Project Overview
Objective
The project aimed to evaluate and enhance the state of assistance services for disabled individuals across the French SNCF (Société nationale des chemins de fer français) railway network. With over 3,000 stations to manage, the SNCF had a considerable challenge in ensuring that the varying needs of passengers with reduced mobility were met efficiently and effectively.

Context
This study was conducted against a backdrop of growing awareness and regulatory requirements for accessibility in public transport. Between 2015 and 2022, the SNCF welcomed an increase in disabled passengers, prompting an urgent need for a thorough analysis and improvement of services offered.
Duration
The project spanned several months, encompassing data collection, analysis, and strategy formulation.
Role
As the lead analyst, I was responsible for data analysis, identifying key trends, and proposing actionable recommendations. The project involved collaborating with various stakeholders, including station managers, accessibility advocates, and passenger groups.
Tools and Methodologies
Data analysis was conducted using Python for statistical computations and Tableau for visualizations.
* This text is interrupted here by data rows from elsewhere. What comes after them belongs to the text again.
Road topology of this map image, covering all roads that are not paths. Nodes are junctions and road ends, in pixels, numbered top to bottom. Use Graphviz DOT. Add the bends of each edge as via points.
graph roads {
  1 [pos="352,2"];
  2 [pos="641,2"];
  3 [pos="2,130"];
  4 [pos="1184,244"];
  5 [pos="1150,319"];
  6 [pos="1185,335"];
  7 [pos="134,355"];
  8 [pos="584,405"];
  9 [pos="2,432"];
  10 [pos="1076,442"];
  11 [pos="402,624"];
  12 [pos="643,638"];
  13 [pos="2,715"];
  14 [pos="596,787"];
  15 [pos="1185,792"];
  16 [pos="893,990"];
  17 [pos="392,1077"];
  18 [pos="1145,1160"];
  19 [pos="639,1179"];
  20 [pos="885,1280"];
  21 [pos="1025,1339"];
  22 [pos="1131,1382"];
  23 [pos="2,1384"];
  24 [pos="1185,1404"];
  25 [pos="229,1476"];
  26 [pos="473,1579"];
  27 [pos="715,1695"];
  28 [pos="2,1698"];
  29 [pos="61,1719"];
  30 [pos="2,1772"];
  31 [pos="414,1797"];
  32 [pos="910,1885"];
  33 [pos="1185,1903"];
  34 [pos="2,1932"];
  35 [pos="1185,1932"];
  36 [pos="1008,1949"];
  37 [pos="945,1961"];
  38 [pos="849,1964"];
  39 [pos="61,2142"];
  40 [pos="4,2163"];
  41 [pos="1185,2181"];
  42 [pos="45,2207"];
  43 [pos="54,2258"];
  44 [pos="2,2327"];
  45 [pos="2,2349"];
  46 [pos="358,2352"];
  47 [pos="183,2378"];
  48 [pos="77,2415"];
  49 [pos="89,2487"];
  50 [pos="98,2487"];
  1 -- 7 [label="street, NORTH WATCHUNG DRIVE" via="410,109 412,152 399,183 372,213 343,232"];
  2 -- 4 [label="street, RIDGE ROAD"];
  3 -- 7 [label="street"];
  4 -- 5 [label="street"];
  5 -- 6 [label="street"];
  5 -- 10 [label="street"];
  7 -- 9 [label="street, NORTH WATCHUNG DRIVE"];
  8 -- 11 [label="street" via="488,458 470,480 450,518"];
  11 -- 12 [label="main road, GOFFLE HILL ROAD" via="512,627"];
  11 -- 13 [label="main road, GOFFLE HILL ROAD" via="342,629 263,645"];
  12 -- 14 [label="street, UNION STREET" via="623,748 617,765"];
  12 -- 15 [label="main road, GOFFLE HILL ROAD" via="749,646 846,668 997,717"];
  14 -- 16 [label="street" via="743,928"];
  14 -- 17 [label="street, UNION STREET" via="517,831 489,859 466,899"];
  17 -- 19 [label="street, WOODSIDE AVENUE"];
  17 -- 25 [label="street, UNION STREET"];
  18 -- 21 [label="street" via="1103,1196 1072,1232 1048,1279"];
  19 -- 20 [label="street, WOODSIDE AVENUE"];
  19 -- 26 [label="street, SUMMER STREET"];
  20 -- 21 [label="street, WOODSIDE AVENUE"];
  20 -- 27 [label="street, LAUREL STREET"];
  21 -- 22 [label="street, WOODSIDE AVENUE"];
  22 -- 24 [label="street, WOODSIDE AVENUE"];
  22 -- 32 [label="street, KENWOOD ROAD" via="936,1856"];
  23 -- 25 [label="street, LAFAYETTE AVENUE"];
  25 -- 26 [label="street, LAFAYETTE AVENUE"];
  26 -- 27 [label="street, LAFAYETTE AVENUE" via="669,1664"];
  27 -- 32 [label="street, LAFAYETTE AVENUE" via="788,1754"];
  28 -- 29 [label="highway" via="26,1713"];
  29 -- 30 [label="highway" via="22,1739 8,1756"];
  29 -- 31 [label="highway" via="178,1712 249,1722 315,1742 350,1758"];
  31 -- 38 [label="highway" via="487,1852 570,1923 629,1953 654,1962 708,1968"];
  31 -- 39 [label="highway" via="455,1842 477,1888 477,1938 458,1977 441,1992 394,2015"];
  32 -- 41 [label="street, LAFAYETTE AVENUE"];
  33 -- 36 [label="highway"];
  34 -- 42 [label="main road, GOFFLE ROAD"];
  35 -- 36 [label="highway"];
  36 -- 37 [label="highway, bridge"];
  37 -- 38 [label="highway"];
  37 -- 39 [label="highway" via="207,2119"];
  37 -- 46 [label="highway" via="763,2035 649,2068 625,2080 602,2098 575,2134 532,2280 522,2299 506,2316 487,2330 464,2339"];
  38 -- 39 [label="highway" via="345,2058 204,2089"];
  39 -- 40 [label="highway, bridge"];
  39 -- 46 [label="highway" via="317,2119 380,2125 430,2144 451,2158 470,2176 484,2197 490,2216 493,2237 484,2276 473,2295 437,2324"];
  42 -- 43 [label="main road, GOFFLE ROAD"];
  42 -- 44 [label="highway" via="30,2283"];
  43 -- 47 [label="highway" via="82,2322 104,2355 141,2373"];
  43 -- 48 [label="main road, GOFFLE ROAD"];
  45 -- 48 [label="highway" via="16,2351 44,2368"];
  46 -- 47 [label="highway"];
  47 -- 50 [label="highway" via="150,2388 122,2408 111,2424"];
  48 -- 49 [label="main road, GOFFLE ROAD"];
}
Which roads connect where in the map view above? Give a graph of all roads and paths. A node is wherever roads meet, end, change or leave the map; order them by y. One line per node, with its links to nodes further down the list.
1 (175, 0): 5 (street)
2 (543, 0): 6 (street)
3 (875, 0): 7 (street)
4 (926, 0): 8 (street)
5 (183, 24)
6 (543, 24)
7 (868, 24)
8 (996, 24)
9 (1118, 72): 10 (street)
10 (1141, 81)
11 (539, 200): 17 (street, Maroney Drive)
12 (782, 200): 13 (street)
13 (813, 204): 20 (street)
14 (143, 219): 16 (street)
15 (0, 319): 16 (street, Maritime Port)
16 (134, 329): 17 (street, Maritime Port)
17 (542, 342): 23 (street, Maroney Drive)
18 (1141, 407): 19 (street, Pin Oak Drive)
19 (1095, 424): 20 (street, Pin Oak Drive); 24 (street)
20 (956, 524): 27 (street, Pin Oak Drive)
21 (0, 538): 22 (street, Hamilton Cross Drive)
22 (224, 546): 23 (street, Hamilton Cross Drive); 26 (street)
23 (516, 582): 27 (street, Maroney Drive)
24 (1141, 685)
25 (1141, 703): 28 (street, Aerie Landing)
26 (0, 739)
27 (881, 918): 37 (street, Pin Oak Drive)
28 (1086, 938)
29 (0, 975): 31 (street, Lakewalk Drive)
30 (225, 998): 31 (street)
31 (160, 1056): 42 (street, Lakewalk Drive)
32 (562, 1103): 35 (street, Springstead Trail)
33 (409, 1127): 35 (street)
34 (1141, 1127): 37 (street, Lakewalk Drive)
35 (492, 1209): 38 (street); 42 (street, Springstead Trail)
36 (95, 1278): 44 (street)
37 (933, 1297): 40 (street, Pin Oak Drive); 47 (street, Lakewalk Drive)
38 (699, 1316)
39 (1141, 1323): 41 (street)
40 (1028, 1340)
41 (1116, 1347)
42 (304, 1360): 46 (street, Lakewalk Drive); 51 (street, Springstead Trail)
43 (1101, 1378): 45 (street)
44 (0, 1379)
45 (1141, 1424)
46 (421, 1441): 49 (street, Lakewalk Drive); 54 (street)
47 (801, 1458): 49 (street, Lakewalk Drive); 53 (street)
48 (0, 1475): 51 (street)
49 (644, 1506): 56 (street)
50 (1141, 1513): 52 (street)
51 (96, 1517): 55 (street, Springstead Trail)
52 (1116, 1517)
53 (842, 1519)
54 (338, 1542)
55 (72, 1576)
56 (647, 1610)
The methodologies included correlation analysis, linear regression, and cluster analysis to identify patterns and draw insights.
The Approach and Process
Data Collection
The first step was gathering quantitative data on station accessibility features, passenger numbers, and the volume of assistance provided. This data was sourced from SNCF's internal records.
Exploratory Analysis
The data was initially explored using a correlation matrix to understand the relationships between different types of assistance and passenger volumes. This revealed strong internal correlations between various assistance services, which was expected.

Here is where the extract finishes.